*** RECORDS TO PROCESS ***

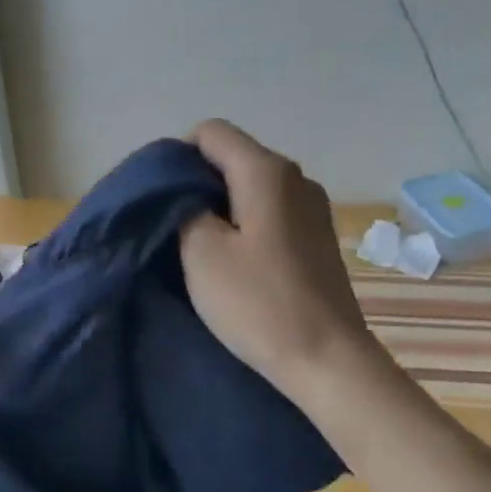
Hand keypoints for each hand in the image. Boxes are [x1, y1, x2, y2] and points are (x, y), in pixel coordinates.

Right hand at [179, 120, 378, 401]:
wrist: (327, 359)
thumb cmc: (258, 303)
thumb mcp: (201, 254)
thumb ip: (185, 208)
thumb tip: (187, 193)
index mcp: (266, 171)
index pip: (210, 132)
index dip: (178, 157)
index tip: (163, 200)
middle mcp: (296, 177)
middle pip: (233, 156)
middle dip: (198, 182)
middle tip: (174, 226)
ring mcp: (313, 206)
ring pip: (251, 185)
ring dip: (221, 206)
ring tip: (201, 246)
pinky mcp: (318, 235)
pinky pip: (271, 210)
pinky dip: (246, 223)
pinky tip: (237, 260)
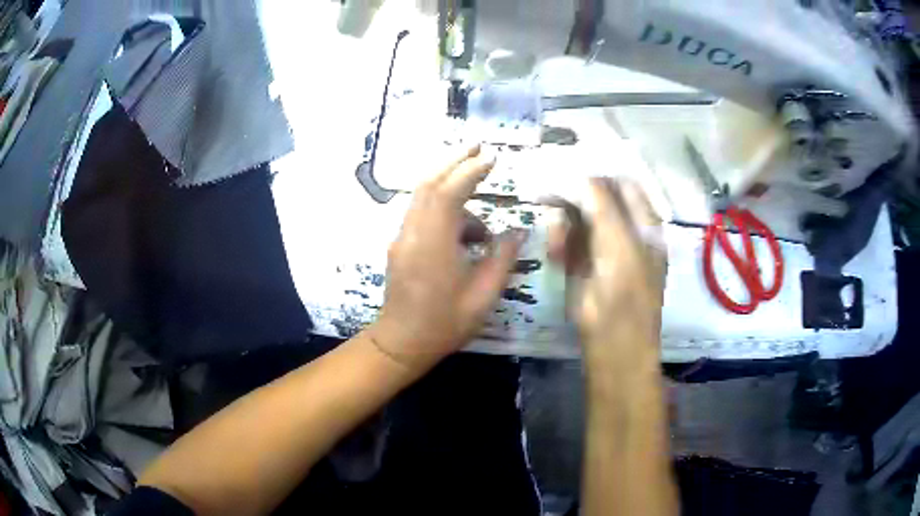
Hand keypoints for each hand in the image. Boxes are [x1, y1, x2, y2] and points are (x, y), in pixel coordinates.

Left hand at [368, 146, 524, 373]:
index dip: (471, 171)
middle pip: (429, 183)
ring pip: (423, 196)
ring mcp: (402, 237)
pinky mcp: (400, 244)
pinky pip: (422, 212)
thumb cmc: (445, 323)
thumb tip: (518, 231)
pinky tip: (465, 237)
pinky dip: (443, 209)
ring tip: (482, 227)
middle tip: (478, 146)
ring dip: (451, 189)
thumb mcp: (484, 295)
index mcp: (433, 243)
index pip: (450, 192)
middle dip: (454, 160)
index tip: (492, 157)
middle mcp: (413, 232)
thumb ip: (502, 258)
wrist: (401, 343)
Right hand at [547, 178, 665, 367]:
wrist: (614, 348)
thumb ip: (601, 204)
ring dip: (564, 224)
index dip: (595, 173)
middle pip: (598, 200)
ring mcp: (606, 250)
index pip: (622, 184)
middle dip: (572, 199)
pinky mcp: (588, 268)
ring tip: (555, 241)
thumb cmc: (623, 297)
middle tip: (546, 198)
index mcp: (645, 224)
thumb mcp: (617, 244)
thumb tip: (579, 174)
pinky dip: (561, 243)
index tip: (563, 168)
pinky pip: (572, 243)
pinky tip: (555, 253)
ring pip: (581, 221)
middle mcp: (628, 232)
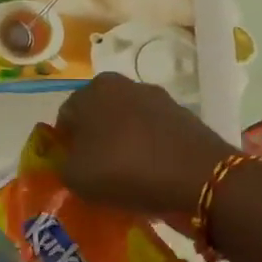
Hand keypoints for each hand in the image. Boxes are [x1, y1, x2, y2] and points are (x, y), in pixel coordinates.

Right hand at [54, 73, 237, 216]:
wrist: (198, 177)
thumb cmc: (126, 170)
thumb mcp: (77, 177)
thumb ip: (63, 165)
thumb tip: (71, 161)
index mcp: (94, 90)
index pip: (66, 116)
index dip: (64, 145)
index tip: (72, 169)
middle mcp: (125, 84)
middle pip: (98, 115)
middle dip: (94, 141)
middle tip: (97, 172)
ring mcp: (158, 98)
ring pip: (127, 123)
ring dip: (123, 143)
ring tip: (126, 176)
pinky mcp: (183, 116)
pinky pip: (154, 133)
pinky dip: (149, 148)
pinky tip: (151, 173)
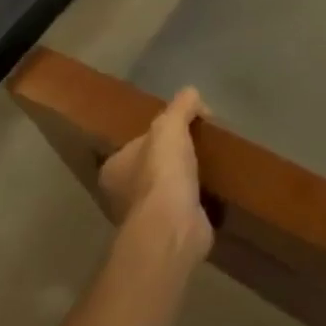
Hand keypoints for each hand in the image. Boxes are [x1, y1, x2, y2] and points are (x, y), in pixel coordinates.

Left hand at [98, 88, 213, 262]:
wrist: (173, 226)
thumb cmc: (162, 172)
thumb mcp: (170, 125)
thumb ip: (180, 106)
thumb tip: (191, 93)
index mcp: (113, 169)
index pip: (133, 146)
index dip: (155, 136)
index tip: (180, 129)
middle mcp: (122, 196)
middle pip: (149, 168)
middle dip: (171, 159)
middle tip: (198, 145)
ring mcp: (145, 217)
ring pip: (166, 190)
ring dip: (184, 182)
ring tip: (210, 165)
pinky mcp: (168, 232)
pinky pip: (183, 209)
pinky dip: (196, 201)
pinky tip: (213, 191)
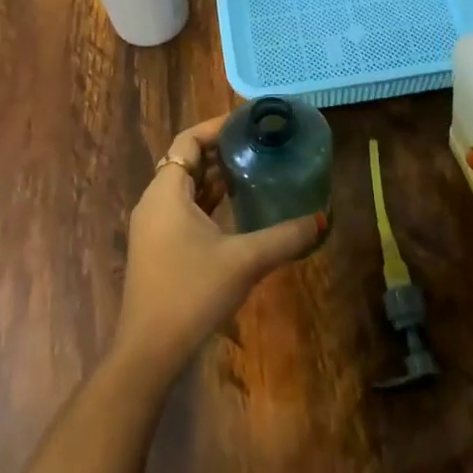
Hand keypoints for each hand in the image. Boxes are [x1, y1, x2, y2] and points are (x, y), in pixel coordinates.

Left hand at [112, 114, 325, 379]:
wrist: (149, 351)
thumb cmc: (191, 293)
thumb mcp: (245, 260)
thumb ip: (286, 236)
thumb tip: (324, 218)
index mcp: (166, 192)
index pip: (188, 140)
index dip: (217, 126)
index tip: (249, 121)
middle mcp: (155, 202)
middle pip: (186, 161)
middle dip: (221, 150)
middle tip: (259, 143)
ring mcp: (154, 227)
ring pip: (185, 187)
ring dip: (215, 176)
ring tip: (254, 168)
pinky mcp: (159, 249)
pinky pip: (184, 209)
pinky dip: (209, 201)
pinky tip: (238, 207)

*** End of RECORDS TO PROCESS ***

*TASK TO COMPLETE*: The output should be exactly the lines above from the line containing "index mcp: (433, 243)" to the line containing "middle dip: (572, 199)", inclusive, with no other lines.

*ANSWER SPACE*:
index mcp: (433, 243)
index pip: (450, 192)
middle dip: (454, 160)
index tip: (492, 157)
middle mcp: (413, 232)
thumb ip: (502, 258)
wrist: (401, 343)
Right hand at [547, 178, 665, 367]:
wrist: (614, 348)
thumb ip: (601, 204)
ring dip: (564, 224)
index dip: (595, 173)
middle pip: (598, 200)
ring mcp: (606, 250)
index pip: (622, 184)
middle dip: (572, 199)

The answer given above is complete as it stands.